*** Begin section ***

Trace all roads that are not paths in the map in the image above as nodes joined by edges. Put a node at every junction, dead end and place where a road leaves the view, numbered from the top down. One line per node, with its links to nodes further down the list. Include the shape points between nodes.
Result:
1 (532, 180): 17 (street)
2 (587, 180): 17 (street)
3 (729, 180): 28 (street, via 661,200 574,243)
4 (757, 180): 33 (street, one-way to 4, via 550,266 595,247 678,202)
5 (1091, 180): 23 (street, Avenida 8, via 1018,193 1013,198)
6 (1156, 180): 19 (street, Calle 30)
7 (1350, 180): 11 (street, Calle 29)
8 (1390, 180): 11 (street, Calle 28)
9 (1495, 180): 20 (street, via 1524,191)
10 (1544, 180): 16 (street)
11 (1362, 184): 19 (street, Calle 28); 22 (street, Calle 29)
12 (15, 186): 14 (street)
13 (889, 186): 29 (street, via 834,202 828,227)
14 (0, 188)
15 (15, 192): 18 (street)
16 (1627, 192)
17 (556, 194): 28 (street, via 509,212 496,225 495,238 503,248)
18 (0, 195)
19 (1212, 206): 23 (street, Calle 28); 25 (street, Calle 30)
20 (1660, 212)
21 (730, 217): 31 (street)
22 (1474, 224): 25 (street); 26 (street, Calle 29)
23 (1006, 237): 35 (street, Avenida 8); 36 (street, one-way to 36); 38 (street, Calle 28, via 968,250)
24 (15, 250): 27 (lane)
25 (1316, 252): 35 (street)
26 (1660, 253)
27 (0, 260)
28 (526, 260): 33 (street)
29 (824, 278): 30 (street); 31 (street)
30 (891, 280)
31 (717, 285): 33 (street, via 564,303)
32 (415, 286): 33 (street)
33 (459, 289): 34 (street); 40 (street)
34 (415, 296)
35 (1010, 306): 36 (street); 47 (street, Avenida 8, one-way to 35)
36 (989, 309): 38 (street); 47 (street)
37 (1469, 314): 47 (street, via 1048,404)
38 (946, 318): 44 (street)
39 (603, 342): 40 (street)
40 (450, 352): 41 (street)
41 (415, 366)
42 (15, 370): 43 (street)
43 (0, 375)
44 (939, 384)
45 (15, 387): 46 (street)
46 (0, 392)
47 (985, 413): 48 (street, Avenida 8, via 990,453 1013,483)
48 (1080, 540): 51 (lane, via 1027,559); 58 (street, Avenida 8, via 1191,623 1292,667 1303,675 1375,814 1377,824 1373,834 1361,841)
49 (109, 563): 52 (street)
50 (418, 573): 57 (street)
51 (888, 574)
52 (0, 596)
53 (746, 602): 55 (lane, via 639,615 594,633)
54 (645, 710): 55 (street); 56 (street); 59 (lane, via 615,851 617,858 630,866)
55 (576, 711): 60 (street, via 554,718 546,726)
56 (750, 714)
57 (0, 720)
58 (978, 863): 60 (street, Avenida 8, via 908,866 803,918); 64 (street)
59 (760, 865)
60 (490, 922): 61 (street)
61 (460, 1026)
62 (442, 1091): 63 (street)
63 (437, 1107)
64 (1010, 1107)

*** End section ***

ACTIVITY:
Read through the entries above and copy each line that has the string "lane" in it.

EXERCISE RESULT:
24 (15, 250): 27 (lane)
48 (1080, 540): 51 (lane, via 1027,559); 58 (street, Avenida 8, via 1191,623 1292,667 1303,675 1375,814 1377,824 1373,834 1361,841)
53 (746, 602): 55 (lane, via 639,615 594,633)
54 (645, 710): 55 (street); 56 (street); 59 (lane, via 615,851 617,858 630,866)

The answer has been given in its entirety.